Dal confronto tra due periodi: il decennio 1960-69 e il decennio 2000-09, la frequenza dei suicidi tra i detenuti è più che triplicata, mentre la frequenza dei tentativi di suicidio è aumentata addirittura di 15 volte.
Negli anni dal 1960 al 1969 la presenza media nelle carceri era di 32.754 detenuti, i suicidi sono stati 100 e i tentativi di suicidio 302, pari a un tasso rispettivamente di 3,01 e 9,24 su 10.000. (media: 10 l’anno)
Negli anni dal 2000 al 2009 la presenza media è stata di 58.000 detenuti, i suicidi sono stati 736 e i tentativi di suicidio oltre 8.000, pari a un tasso rispettivamente di 10,32 e 142,94 su 10.000. (media: 56,6 suicidi l’anno). Le morti in generale sono circa 160 morti in generale l’anno. E sono in crescita!
Perché questa impennata verso l’alto dei suicidi? Lo spartiacque avviene nel 1986. Prima di allora la rabbia dei detenuti scagliava la violenza prodotta dalla carcerazione contro le cose della prigione: rivolte e distruzioni di suppellettili e mura; e contro i carcerieri: sequestro di guardie, scontro con le stesse.
Dopo il 1986, la rabbia dei detenuti, e la conseguente violenza, è stata indirizzata altrove: suicidi, tentati suicidi e atti di autolesionismo: oltre 10.000 l’anno.
Il punto di vista dei media e dell’opinione pubblica benpensante è entusiasta: sono cessate le rivolte, il carcere è stato “pacificato”. I corpi dei detenuti ne risultano massacrati, ma questo all’opinione pubblica non interessa granché!

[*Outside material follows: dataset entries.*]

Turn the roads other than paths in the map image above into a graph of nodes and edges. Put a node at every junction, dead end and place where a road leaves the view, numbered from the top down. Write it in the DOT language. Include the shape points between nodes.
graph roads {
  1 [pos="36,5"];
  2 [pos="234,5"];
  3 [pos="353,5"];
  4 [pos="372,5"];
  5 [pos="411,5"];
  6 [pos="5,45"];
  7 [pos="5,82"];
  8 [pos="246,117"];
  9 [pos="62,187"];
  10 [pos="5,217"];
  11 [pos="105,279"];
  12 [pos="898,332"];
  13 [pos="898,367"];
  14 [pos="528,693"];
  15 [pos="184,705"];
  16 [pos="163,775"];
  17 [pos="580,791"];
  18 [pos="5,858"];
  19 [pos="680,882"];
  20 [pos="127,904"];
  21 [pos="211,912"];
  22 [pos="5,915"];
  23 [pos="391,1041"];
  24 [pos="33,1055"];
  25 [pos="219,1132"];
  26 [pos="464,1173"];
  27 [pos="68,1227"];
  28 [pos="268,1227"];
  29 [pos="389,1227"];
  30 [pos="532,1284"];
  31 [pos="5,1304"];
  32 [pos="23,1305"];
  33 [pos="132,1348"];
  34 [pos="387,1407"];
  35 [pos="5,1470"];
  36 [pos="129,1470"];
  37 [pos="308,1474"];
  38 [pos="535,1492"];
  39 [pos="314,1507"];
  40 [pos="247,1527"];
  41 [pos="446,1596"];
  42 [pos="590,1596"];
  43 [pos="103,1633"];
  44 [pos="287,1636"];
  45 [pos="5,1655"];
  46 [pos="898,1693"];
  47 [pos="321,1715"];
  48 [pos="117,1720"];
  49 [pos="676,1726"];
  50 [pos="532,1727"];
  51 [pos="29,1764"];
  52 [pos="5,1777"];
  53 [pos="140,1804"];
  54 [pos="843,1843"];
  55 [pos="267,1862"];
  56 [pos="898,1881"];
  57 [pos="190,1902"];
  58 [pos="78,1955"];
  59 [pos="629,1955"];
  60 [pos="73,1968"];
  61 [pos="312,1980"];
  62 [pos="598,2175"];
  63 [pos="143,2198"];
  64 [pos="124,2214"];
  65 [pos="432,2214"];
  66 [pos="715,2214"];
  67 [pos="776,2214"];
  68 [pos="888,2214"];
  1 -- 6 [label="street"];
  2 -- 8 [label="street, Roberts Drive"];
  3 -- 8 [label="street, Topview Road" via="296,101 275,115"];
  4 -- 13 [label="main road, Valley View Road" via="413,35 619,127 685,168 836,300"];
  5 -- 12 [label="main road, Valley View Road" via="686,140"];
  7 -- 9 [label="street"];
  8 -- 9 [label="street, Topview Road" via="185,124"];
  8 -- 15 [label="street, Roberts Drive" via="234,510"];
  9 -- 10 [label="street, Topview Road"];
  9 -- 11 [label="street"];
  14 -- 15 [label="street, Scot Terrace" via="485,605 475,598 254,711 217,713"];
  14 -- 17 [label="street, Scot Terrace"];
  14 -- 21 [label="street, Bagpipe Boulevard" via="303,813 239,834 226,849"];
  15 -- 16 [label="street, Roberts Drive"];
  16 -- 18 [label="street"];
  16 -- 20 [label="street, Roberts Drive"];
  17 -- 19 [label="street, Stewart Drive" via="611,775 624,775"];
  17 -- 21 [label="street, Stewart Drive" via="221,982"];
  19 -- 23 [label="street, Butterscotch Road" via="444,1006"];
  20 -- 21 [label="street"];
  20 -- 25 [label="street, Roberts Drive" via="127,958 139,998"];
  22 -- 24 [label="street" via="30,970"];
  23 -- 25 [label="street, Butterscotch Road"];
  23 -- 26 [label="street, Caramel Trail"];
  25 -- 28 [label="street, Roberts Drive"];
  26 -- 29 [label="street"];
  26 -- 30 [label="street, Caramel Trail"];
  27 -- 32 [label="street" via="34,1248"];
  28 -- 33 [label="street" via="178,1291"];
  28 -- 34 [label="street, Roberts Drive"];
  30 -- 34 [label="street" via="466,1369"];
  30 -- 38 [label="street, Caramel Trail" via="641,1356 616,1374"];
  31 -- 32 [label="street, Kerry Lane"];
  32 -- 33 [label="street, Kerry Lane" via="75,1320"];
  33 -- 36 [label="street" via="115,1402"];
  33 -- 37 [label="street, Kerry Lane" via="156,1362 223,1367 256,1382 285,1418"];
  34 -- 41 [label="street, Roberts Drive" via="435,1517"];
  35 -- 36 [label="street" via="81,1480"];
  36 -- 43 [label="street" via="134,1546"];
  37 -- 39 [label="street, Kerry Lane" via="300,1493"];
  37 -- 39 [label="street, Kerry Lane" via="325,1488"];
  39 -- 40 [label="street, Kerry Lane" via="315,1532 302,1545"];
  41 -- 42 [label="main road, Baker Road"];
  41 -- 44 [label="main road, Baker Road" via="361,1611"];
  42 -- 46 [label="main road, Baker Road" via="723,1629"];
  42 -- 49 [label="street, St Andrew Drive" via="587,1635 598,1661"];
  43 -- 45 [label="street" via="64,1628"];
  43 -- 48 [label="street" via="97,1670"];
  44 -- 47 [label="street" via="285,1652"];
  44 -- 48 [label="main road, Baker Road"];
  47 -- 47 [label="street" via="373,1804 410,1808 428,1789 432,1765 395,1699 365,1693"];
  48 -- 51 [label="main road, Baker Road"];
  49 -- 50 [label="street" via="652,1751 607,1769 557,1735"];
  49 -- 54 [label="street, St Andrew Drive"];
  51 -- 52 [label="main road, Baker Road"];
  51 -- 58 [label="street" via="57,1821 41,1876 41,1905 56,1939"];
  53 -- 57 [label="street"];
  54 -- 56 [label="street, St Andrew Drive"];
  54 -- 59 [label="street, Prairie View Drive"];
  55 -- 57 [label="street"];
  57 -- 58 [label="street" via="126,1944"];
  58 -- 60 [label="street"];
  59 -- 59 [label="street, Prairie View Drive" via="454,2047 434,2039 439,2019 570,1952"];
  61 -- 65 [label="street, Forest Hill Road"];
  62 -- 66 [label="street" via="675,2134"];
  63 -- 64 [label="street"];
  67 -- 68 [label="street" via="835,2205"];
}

Cosa ha fatto cambiare direzione all’espressione della rabbia dei prigionieri? È stata l’introduzione del carcere “premiale”. Prima il carcere erogava solo violenza e ne riceveva dai carcerati altrettanta. Ora il carcere eroga ancora tanta violenza ma anche premi, in cambio pretende che il carcerato rispetti il carcere e i carcerieri altrimenti perde i premi (permessi, sconti di pena, misure alternative, ecc.). Il prigioniero è così “costretto” a indirizzare la violenza, che ha maturato dentro, verso se stesso.
Il benpensante dirà: il sistema premiale ha tolto la violenza dal carcere (ha messo fine
alle rivolte), se fosse sincero dovrebbe riconoscere che il sistema premiale ha semplicemente indirizzato altrove la violenza del prigioniero: verso il proprio corpo.
I dati, osservati onestamente, ci dicono che, in termini di costi umani, la quantità di violenza è molto aumentata nelle carceri, ma si vede di meno!
Per questo affermiamo che il carcere non è riformabile!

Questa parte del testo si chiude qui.